The petitioners in the High Court filed an appeal to the Court of Appeal on several grounds. The Court of Appeal however narrowed down the issues to: Whether or not Pati Limited had locus standi in the matter; Whether or not the suit land was initially Trust Land, a public beach or a mangrove forest protected under the Forest Act; and if it was Trust Land, whether or not the Council had authority to alienate it to one, Hon. Mwamzandi, at whose request it later re-allocated it to Pati Limited.

The Court of Appeal unanimously allowed the appeal and granted an order quashing the allocation of the suit land to Hon. Mwamzandi, and later to Pati Limited. Dissatisfied by the Court of Appeal decision, Pati Limited moved to the Supreme Court, appealing this decision.


The following two issues arose for determination before the Supreme Court:

  1. Whether the suit land is forest or trust land.
  2. Whether the suit land is trust land, and if so, was it legally set apart?


The court revisited the laws relied upon by the parties in support of their submissions. Section 4 of the Forest Ordinance Act provides that the Governor-in-Council may, by a proclamation notice in the Gazette, declare any unalienated and unreserved Crown Land to be forest area.

Further, Section 5 provides that any forest area may be declared to be a demarcated forest. By Proclamation Notice No 44 of 1932, mangrove swamp forest was excluded from the forest reserves. However, Legal Notice No. 174 of 1964 was issued by the Minister declaring that Mangrove swamp forests comprise of pieces of land situated between the high and low water marks on the coast of Kenya, which were declared to be forest areas by Proclamation No. 44 of 1932.

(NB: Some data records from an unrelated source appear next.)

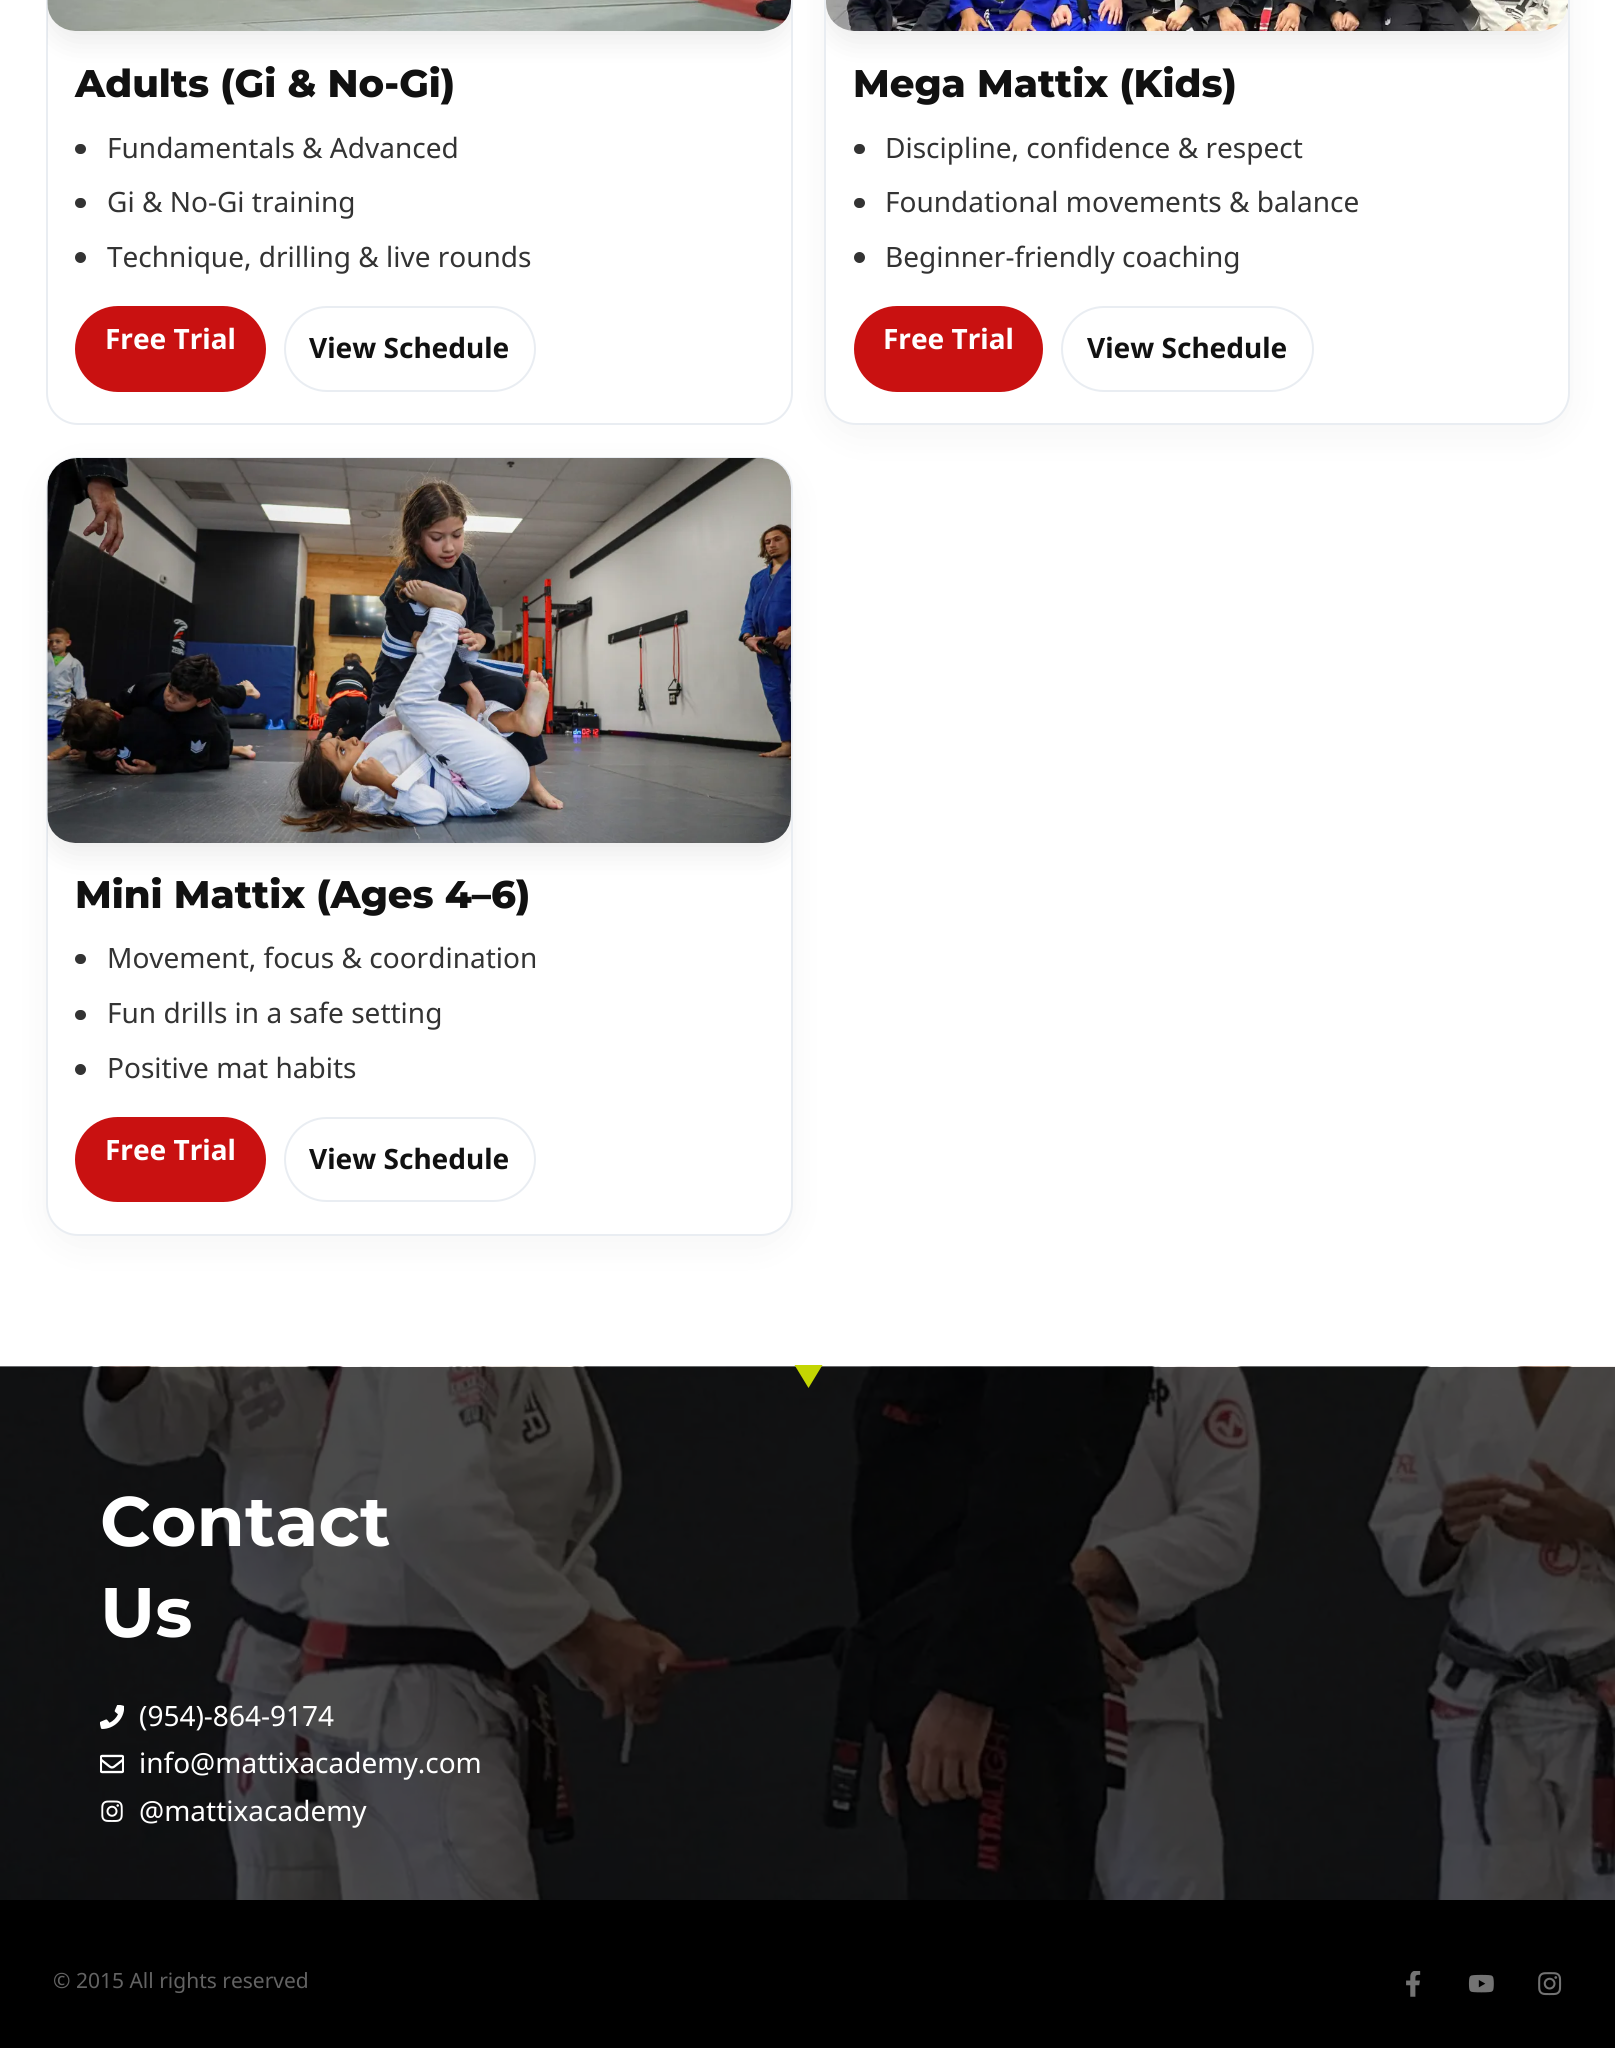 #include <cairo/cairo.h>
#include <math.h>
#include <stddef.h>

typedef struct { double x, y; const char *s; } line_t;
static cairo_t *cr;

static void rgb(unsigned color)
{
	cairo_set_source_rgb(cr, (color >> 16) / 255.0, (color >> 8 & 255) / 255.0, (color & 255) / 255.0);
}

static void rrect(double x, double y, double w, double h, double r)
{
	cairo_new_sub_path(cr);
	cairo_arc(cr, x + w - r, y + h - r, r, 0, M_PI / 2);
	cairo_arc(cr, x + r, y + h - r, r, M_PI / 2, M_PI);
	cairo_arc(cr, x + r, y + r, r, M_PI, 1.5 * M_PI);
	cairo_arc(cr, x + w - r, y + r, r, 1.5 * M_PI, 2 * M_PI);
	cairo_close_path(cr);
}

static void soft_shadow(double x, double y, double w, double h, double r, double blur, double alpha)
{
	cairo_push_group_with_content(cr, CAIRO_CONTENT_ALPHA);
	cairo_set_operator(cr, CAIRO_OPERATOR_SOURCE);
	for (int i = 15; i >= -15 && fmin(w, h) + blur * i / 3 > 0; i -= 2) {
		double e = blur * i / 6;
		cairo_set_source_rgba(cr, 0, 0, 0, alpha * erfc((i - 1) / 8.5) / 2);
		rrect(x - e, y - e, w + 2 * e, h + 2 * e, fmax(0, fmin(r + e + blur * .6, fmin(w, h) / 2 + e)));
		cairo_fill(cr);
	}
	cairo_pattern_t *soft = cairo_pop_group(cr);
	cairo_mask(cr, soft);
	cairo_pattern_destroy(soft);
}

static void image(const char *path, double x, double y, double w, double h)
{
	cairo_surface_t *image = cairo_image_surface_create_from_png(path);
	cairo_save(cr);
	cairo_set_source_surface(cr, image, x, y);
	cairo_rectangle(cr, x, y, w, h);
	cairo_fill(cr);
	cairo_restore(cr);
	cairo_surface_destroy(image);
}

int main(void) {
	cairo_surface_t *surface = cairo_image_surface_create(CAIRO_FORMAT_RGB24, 1615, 2048);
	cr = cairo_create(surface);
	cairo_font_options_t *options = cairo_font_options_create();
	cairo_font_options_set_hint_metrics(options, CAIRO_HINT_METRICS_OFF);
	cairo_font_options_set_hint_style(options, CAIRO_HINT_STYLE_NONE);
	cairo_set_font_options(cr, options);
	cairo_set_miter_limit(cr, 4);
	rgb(0xffffff);
	cairo_paint(cr);
	rrect(47, -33, 745, 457, 31);
	rgb(0xe9edf2);
	cairo_stroke(cr);
	cairo_save(cr);
	rrect(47, -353, 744, 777, 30);
	cairo_clip(cr);
	rgb(0x000000);
	soft_shadow(47, -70, 744, 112, 28, 14, 0.08);
	cairo_restore(cr);
	image("img/1.png", 47, 0, 744, 31);
	rgb(0x333333);
	rrect(75, 144, 11, 10, 5);
	cairo_fill(cr);
	rrect(75, 198, 11, 10, 5);
	cairo_fill(cr);
	cairo_arc(cr, 80.5, 257.5, 5.5, 0, 2 * M_PI);
	cairo_fill(cr);
	rgb(0xc91111);
	rrect(76, 307, 189, 84, 42);
	cairo_fill_preserve(cr);
	cairo_stroke(cr);
	rrect(285, 307, 250, 84, 42);
	rgb(0xe9edf2);
	cairo_stroke(cr);
	rgb(0x000000);
	soft_shadow(824, -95, 746, 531, 32, 21, 0.04);
	rgb(0xffffff);
	rrect(825, -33, 744, 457, 31);
	cairo_fill_preserve(cr);
	rgb(0xe9edf2);
	cairo_stroke(cr);
	cairo_save(cr);
	rrect(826, -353, 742, 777, 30);
	cairo_clip(cr);
	rgb(0x000000);
	soft_shadow(826, -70, 742, 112, 28, 14, 0.08);
	cairo_restore(cr);
	image("img/2.png", 826, 0, 742, 31);
	rgb(0x333333);
	rrect(854, 144, 11, 10, 5);
	cairo_fill(cr);
	rrect(854, 198, 11, 10, 5);
	cairo_fill(cr);
	cairo_arc(cr, 859.5, 257.5, 5.5, 0, 2 * M_PI);
	cairo_fill(cr);
	rgb(0xc91111);
	rrect(855, 307, 187, 84, 42);
	cairo_fill_preserve(cr);
	cairo_stroke(cr);
	rrect(1062, 307, 251, 84, 42);
	rgb(0xe9edf2);
	cairo_stroke(cr);
	rgb(0x000000);
	soft_shadow(46, 467, 747, 779, 32, 21, 0.04);
	rgb(0xffffff);
	rrect(47, 458, 745, 777, 31);
	cairo_fill_preserve(cr);
	rgb(0xe9edf2);
	cairo_stroke(cr);
	cairo_save(cr);
	rrect(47, 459, 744, 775, 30);
	cairo_clip(cr);
	rgb(0x000000);
	soft_shadow(47, 469, 744, 385, 28, 14, 0.08);
	cairo_restore(cr);
	image("img/3.png", 47, 458, 744, 385);
	rgb(0x333333);
	rrect(75, 954, 11, 10, 5);
	cairo_fill(cr);
	rrect(75, 1010, 11, 10, 5);
	cairo_fill(cr);
	cairo_arc(cr, 80.5, 1069.5, 5.5, 0, 2 * M_PI);
	cairo_fill(cr);
	rgb(0xc91111);
	rrect(76, 1118, 189, 83, 41.5);
	cairo_fill_preserve(cr);
	cairo_stroke(cr);
	rrect(285, 1118, 250, 83, 41.5);
	rgb(0xe9edf2);
	cairo_stroke(cr);
	rgb(0x000000);
	cairo_rectangle(cr, 0, 1900, 1615, 148);
	cairo_fill(cr);
	image("img/4.png", 0, 1366, 1615, 534);
	rgb(0xc4d602);
	cairo_new_path(cr);
	cairo_move_to(cr, 808.5, 1388);
	cairo_line_to(cr, 794.5, 1365);
	cairo_line_to(cr, 822.5, 1365);
	cairo_close_path(cr);
	cairo_fill(cr);
	image("img/5.png", 100, 1705, 24, 24);
	image("img/6.png", 100, 1754, 24, 20);
	image("img/7.png", 101, 1800, 22, 22);
	image("img/8.png", 1406, 1971, 15, 26);
	image("img/9.png", 1468, 1974, 26, 19);
	image("img/10.png", 1538, 1972, 24, 24);
	cairo_select_font_face(cr, "Montserrat ExtraBold", CAIRO_FONT_SLANT_NORMAL, CAIRO_FONT_WEIGHT_NORMAL);
	cairo_set_font_size(cr, 38.5);
	rgb(0x111111);
	cairo_move_to(cr, 75, 97);
	cairo_show_text(cr, "Adults (Gi & No-Gi)");
	cairo_select_font_face(cr, "Noto Sans", CAIRO_FONT_SLANT_NORMAL, CAIRO_FONT_WEIGHT_NORMAL);
	cairo_set_font_size(cr, 28);
	rgb(0x333333);
	{
		static const line_t items[] = {
			{107, 158, "Fundamentals & Advanced"},
			{107, 212, "Gi & No-Gi training"},
			{107, 267, "Technique, drilling & live rounds"},
		};
		for (size_t i = 0; i < sizeof items / sizeof *items; i++) {
			cairo_move_to(cr, items[i].x, items[i].y);
			cairo_show_text(cr, items[i].s);
		}
	}
	cairo_select_font_face(cr, "Noto Sans", CAIRO_FONT_SLANT_NORMAL, CAIRO_FONT_WEIGHT_BOLD);
	rgb(0xffffff);
	cairo_move_to(cr, 105, 349);
	cairo_show_text(cr, "Free Trial");
	rgb(0x111111);
	cairo_move_to(cr, 309, 358);
	cairo_show_text(cr, "View Schedule");
	cairo_select_font_face(cr, "Montserrat ExtraBold", CAIRO_FONT_SLANT_NORMAL, CAIRO_FONT_WEIGHT_NORMAL);
	cairo_set_font_size(cr, 38.5);
	cairo_move_to(cr, 853, 97);
	cairo_show_text(cr, "Mega Mattix (Kids)");
	cairo_select_font_face(cr, "Noto Sans", CAIRO_FONT_SLANT_NORMAL, CAIRO_FONT_WEIGHT_NORMAL);
	cairo_set_font_size(cr, 28);
	rgb(0x333333);
	{
		static const line_t items[] = {
			{885, 158, "Discipline, confidence & respect"},
			{885, 212, "Foundational movements & balance"},
			{885, 267, "Beginner-friendly coaching"},
		};
		for (size_t i = 0; i < sizeof items / sizeof *items; i++) {
			cairo_move_to(cr, items[i].x, items[i].y);
			cairo_show_text(cr, items[i].s);
		}
	}
	cairo_select_font_face(cr, "Noto Sans", CAIRO_FONT_SLANT_NORMAL, CAIRO_FONT_WEIGHT_BOLD);
	rgb(0xffffff);
	cairo_move_to(cr, 883, 349);
	cairo_show_text(cr, "Free Trial");
	rgb(0x111111);
	cairo_move_to(cr, 1087, 358);
	cairo_show_text(cr, "View Schedule");
	cairo_select_font_face(cr, "Montserrat ExtraBold", CAIRO_FONT_SLANT_NORMAL, CAIRO_FONT_WEIGHT_NORMAL);
	cairo_set_font_size(cr, 38.5);
	cairo_move_to(cr, 75, 908);
	cairo_show_text(cr, "Mini Mattix (Ages 4–6)");
	cairo_select_font_face(cr, "Noto Sans", CAIRO_FONT_SLANT_NORMAL, CAIRO_FONT_WEIGHT_NORMAL);
	cairo_set_font_size(cr, 28);
	rgb(0x333333);
	{
		static const line_t items[] = {
			{107, 968, "Movement, focus & coordination"},
			{107, 1023, "Fun drills in a safe setting"},
			{107, 1078, "Positive mat habits"},
		};
		for (size_t i = 0; i < sizeof items / sizeof *items; i++) {
			cairo_move_to(cr, items[i].x, items[i].y);
			cairo_show_text(cr, items[i].s);
		}
	}
	cairo_select_font_face(cr, "Noto Sans", CAIRO_FONT_SLANT_NORMAL, CAIRO_FONT_WEIGHT_BOLD);
	rgb(0xffffff);
	cairo_move_to(cr, 105, 1160);
	cairo_show_text(cr, "Free Trial");
	rgb(0x111111);
	cairo_move_to(cr, 309, 1169);
	cairo_show_text(cr, "View Schedule");
	cairo_select_font_face(cr, "Montserrat", CAIRO_FONT_SLANT_NORMAL, CAIRO_FONT_WEIGHT_BOLD);
	cairo_set_font_size(cr, 70);
	rgb(0xffffff);
	cairo_move_to(cr, 100, 1546);
	cairo_show_text(cr, "Contact");
	cairo_move_to(cr, 100, 1637);
	cairo_show_text(cr, "Us");
	cairo_select_font_face(cr, "Noto Sans", CAIRO_FONT_SLANT_NORMAL, CAIRO_FONT_WEIGHT_NORMAL);
	cairo_set_font_size(cr, 28);
	{
		static const line_t items[] = {
			{139, 1726, "(954)-864-9174"},
			{139, 1773, "info@mattixacademy.com"},
			{139, 1821, "@mattixacademy"},
		};
		for (size_t i = 0; i < sizeof items / sizeof *items; i++) {
			cairo_move_to(cr, items[i].x, items[i].y);
			cairo_show_text(cr, items[i].s);
		}
	}
	cairo_set_font_size(cr, 21);
	rgb(0x636363);
	cairo_move_to(cr, 53, 1988);
	cairo_show_text(cr, "© 2015 All rights reserved");
	cairo_surface_write_to_png(surface, "page.png");
	cairo_font_options_destroy(options);
	cairo_destroy(cr);
	cairo_surface_destroy(surface);
	return 0;
}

The court concluded that the status of the suit land is a matter of law. It upheld the declarations in Proclamation No.44 of 1932 and Legal Notice No.174 of 1964, and held that the suit land falls within the frontiers of what constitutes a mangrove forest.

On the second issue, the court relied on the retired Constitution. The Court answered the question in the negative due to the findings of law and fact. The Court held that there was no further Notice on record for change of purpose. It stated that the entire process and notice of setting apart fell short of the requirements of the Constitution and the law. In view of those shortcomings, the Supreme Court’s conclusion regarding the legal status of the suit land was that it found no reason to upset the judgement of the Court of Appeal.

The Petition of Appeal was thus dismissed and the Court of Appeal judgement affirmed, with Pati Limited bearing the costs of the Appeal.